The student waited for him, on the chance of his adding something; then, a little later, he asked:

“Aha! You set up a mistress, a fine turnout, a lad in white gloves to wait at table⁠—yes?”

“Yes!” answered Balunsky, sadly and humbly.

“There, now, you see⁠—I guessed all that beforehand. There really was something romantic about your generation. And that is readily understood. Horse-fairs, hussars, gypsy-women, champagne.⁠ ⁠… Were you ever beaten up?”

“Yes⁠—after the Liebiyadinskaya fair I was laid up in Tambov for a whole month. You can just imagine; I even grew bald⁠—all my hair fell out. Nothing like that had ever happened to me up to that time⁠—not as long as I had Duke Kudukov about me. He worked with me on a ten percent basis. I must say that I had never in my life met a man of greater physical strength. His title and his strength screened us both. Besides that, he was a man of unusual courage. He’d be sitting and getting stewed on Teneriffe at the bar, and when he’d hear a hubbub in the card room he would rush to my rescue. Oh, what a racket he and I raised once in Penza! Candlesticks, mirrors, lustres⁠ ⁠…”

“Did drink do for him?” asked the student, as though in passing.

“How did you know that?” asked Balunsky, in amazement.

“Why, just so.⁠ ⁠… The actions of men are uniform in the extreme. Really, living becomes a bore at times.”

After a long silence, Balunsky asked:

“But why do you gamble yourself?”

“Really, that is something I do not know myself,” said the student with a melancholy sigh. “For instance, I have vowed to myself, on my word of honor, to abstain from gambling for exactly three years. And for two years I did abstain; but today, for some reason or other, I got my dander up. And, I assure you, gambling is repulsive to me. Nor am I in need of money.”

“Have you any saved?”

“Yes⁠—a few thousand. Formerly, I thought that it might be of use to me at some time or other.
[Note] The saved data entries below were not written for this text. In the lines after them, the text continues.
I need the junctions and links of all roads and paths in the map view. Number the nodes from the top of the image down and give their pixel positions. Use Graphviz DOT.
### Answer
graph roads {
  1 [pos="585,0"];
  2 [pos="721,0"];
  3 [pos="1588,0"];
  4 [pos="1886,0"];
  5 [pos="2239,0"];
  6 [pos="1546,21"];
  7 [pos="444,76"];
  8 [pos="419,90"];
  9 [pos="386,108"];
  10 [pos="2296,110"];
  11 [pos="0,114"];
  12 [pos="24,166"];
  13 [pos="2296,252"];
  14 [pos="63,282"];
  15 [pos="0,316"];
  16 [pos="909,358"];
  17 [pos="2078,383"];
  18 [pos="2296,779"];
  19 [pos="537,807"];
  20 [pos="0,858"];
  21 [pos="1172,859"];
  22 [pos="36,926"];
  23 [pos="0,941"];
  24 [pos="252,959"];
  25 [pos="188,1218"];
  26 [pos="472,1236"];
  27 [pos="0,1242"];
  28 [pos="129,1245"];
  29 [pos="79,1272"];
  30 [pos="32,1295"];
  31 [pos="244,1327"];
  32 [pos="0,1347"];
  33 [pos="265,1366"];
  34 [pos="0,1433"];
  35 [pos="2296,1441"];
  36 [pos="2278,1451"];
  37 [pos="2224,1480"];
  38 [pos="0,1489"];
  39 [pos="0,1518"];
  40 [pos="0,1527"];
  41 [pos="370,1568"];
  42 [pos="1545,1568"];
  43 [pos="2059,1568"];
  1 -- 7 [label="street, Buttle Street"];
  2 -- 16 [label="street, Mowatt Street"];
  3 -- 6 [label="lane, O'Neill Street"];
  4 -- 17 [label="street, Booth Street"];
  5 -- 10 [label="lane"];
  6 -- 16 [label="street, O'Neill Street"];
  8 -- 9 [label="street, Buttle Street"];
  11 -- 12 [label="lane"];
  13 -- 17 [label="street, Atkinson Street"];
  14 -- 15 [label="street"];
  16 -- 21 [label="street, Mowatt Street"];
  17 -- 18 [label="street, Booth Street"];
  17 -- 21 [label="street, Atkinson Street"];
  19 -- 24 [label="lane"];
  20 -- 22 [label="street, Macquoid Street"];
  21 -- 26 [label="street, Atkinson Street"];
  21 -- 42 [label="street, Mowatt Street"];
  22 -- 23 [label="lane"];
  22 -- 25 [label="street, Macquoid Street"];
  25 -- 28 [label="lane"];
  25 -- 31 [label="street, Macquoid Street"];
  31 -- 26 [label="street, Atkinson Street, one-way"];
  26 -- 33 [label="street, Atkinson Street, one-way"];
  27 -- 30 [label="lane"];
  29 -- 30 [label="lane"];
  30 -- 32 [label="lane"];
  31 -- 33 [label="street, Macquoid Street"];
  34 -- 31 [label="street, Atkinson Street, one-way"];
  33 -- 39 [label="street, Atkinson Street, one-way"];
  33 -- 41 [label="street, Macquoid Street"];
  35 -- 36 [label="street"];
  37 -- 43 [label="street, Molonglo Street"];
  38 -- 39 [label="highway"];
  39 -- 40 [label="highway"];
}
But time has sped somehow incongruously fast. I often ask myself⁠—what is it that I desire? I am surfeited with women. Pure love, marriage, a family, are not for me⁠—or, to put it more correctly, I do not believe in them. I eat with exceeding moderation, and I do not drink a drop. Am I to save up for an old age? But what am I to do in my old age? Others have a consolation⁠—religion. I often think: well, now, suppose I were made a king or an emperor this very day.⁠ ⁠… What would I desire? Upon my word of honor, I don’t know. There’s nothing for me to desire, even.”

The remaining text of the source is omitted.